The entries that follow must be written out exactly, without any of the pictures they contain.

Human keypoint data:
= Beginning of Section =
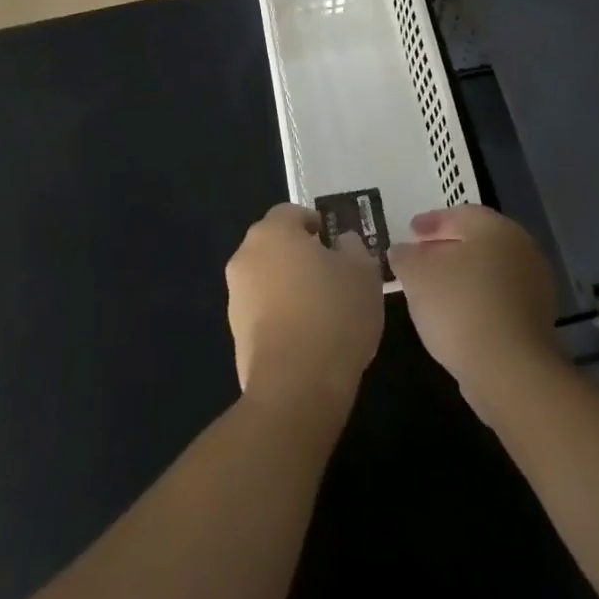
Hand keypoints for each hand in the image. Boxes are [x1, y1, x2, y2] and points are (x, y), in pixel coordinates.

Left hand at [226, 204, 383, 414]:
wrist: (297, 385)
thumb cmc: (334, 313)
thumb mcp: (363, 271)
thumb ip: (352, 247)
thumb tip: (341, 243)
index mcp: (273, 232)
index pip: (292, 213)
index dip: (315, 224)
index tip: (335, 244)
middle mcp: (245, 256)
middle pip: (275, 244)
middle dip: (299, 254)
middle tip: (331, 274)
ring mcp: (236, 296)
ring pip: (266, 278)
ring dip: (288, 285)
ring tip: (321, 311)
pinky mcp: (235, 333)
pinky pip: (262, 311)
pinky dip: (280, 315)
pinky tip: (306, 337)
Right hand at [389, 206, 561, 412]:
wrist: (509, 369)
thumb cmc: (460, 305)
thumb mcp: (416, 274)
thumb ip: (405, 256)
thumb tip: (402, 251)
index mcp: (496, 228)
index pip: (460, 214)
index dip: (431, 222)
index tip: (409, 232)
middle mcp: (522, 249)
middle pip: (477, 242)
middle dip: (446, 248)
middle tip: (419, 258)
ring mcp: (534, 287)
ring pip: (489, 272)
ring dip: (461, 276)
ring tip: (432, 290)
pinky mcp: (536, 322)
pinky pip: (498, 300)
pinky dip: (475, 301)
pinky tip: (454, 317)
= End of Section =
Written solution:
Hand keypoints for each hand in the image. Boxes are [x1, y1, x2, y2] and points are (x, y), in pixel coordinates.

Left hand at [226, 204, 383, 414]:
wrist: (297, 385)
thumb cmc: (334, 313)
thumb mcp: (363, 271)
thumb ip: (352, 247)
thumb tip: (341, 243)
index mcp: (273, 232)
index pip: (292, 213)
index dip: (315, 224)
index tip: (335, 244)
middle mcp: (245, 256)
middle pip: (275, 244)
middle dip: (299, 254)
middle tip: (331, 274)
ring mcp: (236, 296)
ring pip: (266, 278)
ring dip: (288, 285)
ring tip: (321, 311)
pinky mcp: (235, 333)
pinky pip: (262, 311)
pinky dip: (280, 315)
pinky tip: (306, 337)
Right hand at [389, 206, 561, 412]:
wrist: (509, 369)
thumb cmc: (460, 305)
thumb mcp: (416, 274)
thumb ip: (405, 256)
thumb tip: (402, 251)
index mcp: (496, 228)
index pip: (460, 214)
index dip: (431, 222)
index tip: (409, 232)
middle mcp: (522, 249)
middle pip: (477, 242)
middle dip: (446, 248)
middle tip: (419, 258)
ring mcp: (534, 287)
ring pip: (489, 272)
ring dip: (461, 276)
ring tip: (432, 290)
pinky mcp: (536, 322)
pinky pip: (498, 300)
pinky dip: (475, 301)
pinky tip: (454, 317)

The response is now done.